Der Sonderpreis „Junger Journalismus“ ging in diesem Jahr nach Berlin und an das Team 34 der Axel-Springer-Academy of Journalism & Technology. Die 14 Journalistenschüler*innen gaben mit ihrem fünfteiligen Video-Projekt unter dem Titel „Reports of Resistance“ Aktivist*innen und Reporter*innen eine Stimme, die wegen ihres Einsatzes für Gerechtigkeit in Ländern wie dem Sudan, Belarus oder dem Iran bedroht und inhaftiert wurden.


Die Trophäen des Rainer-Reichert-Preis zum Tag der Pressefreiheit. Die Preisverleihung fand bei der BayernLB statt.

In Erinnerung an den europaweit engagierten Journalisten und Verbandskollegen Rainer Reichert aus Würzburg wurde der Preis in diesem Jahr ihm gewidmet und trägt den Titel „Rainer-Reichert-Preis zum Tag der Pressefreiheit“. Zum ersten Mal seit der ersten Ausschreibung seines „Wettbewerbs zum Tag der Pressefreiheit“ im Jahr 2015 hat der BJV nicht drei Preise über alle Kategorien ausgeschrieben, sondern die eingereichten Werke nach Mediengattungen bewertet. Ausgezeichnet werden journalistische Werke, die sich herausragend mit dem Wert der Pressefreiheit auseinandersetzen. Das Preisgeld beträgt jeweils 1000 Euro. Den Sonderpreis „Junger Journalismus“ stiftet das Versorgungswerk der Presse.

Der BJV-Vorsitzende Harald Stocker betonte nach der Jurysitzung die hohe Qualität der Wettbewerbs-Einreichungen in diesem Jahr. „Unser bundesweiter Wettbewerb setzt mit den ausgezeichneten Arbeiten ein sichtbares Zeichen für die Pressefreiheit“, sagt er. Mit dem zum neunten Mal ausgeschriebenen Preis macht der BJV darauf Aufmerksam, dass die Pressefreiheit von verschiedenen Seiten weltweit unter Druck gerät, und sensibilisiert die Gesellschaft für dieses wichtige Grundrecht.

Begründungen der Jury

Die Siegerinnen und Sieger

Paula Schlier und der Hitlerputsch 1923

Im dreiteiligen Podcast „Paula sucht Paula“ begab sich BR-radioWissen-Reporterin Paula Lochte anlässlich des 100. Jahrestages des Hitlerputsches auf die Spuren der weitgehend vergessenen Publizistin Paula Schlier.

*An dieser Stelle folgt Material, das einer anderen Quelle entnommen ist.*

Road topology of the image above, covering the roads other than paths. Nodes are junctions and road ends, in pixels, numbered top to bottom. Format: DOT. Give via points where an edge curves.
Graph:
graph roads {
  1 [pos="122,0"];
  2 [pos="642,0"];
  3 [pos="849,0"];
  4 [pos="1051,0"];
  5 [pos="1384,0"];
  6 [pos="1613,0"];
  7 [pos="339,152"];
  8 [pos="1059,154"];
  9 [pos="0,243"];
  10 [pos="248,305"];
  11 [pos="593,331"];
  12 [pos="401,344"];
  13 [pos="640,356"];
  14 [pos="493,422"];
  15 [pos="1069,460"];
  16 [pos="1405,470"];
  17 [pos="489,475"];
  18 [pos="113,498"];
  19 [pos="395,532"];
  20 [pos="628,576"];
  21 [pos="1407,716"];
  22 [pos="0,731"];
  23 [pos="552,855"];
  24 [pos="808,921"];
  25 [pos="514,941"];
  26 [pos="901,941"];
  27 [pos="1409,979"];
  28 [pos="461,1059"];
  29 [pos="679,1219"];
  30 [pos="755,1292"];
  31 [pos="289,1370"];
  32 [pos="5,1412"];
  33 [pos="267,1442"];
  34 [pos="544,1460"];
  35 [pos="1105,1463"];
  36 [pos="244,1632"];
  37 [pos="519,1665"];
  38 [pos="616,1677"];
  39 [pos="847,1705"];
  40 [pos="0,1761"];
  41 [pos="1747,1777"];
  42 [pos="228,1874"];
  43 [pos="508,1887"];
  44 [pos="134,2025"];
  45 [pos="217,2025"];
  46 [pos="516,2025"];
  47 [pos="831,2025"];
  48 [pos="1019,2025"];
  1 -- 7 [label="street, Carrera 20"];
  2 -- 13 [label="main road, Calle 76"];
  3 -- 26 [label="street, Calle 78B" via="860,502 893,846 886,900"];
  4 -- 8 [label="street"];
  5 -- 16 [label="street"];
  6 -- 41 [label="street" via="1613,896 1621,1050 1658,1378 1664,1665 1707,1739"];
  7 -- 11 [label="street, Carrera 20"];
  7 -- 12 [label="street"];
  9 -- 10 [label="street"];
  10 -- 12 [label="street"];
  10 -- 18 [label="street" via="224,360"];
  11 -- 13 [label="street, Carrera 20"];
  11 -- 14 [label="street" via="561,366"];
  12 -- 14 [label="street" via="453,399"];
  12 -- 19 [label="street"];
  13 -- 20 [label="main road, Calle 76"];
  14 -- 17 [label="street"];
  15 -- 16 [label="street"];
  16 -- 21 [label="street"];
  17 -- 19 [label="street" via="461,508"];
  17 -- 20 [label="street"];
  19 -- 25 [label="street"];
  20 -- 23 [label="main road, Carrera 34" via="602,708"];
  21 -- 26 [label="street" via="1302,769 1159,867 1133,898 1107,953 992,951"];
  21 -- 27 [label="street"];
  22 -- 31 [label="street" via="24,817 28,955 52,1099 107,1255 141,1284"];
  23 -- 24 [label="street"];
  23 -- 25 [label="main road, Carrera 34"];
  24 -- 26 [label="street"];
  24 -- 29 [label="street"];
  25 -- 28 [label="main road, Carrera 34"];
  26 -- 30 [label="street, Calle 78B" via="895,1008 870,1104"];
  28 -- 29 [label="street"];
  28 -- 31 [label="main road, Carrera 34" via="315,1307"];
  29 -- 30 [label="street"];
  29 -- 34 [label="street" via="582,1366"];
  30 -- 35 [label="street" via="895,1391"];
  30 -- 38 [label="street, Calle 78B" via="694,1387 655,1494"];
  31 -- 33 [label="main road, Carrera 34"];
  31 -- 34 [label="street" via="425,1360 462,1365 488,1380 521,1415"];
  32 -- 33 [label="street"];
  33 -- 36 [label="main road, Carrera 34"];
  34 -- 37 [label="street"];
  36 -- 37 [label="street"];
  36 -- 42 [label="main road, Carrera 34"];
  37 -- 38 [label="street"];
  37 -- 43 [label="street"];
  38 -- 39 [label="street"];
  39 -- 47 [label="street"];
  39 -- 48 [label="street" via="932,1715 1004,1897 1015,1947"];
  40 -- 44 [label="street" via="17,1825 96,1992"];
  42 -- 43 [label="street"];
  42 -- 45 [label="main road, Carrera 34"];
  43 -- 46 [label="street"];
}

Diese hatte eine der ersten investigativen Recherchen im deutschsprachigen Raum durchgeführt, sich im Herbst 1923 beim Völkischen Beobachter eingeschleust und in der Redaktion des NSDAP-Parteiblatts den Hitlerputsch aus nächster Nähe erlebt. Für ihre kritische Haltung wurde sie von der Gestapo interniert.

Die Jury war von der innovativen Erzählstruktur und der eleganten Nutzung der Möglichkeiten des Mediums Podcast begeistert.

„Die Autorin hat das Thema aufwendig recherchiert und technisch souverän umgesetzt“

, lautet ihr Urteil.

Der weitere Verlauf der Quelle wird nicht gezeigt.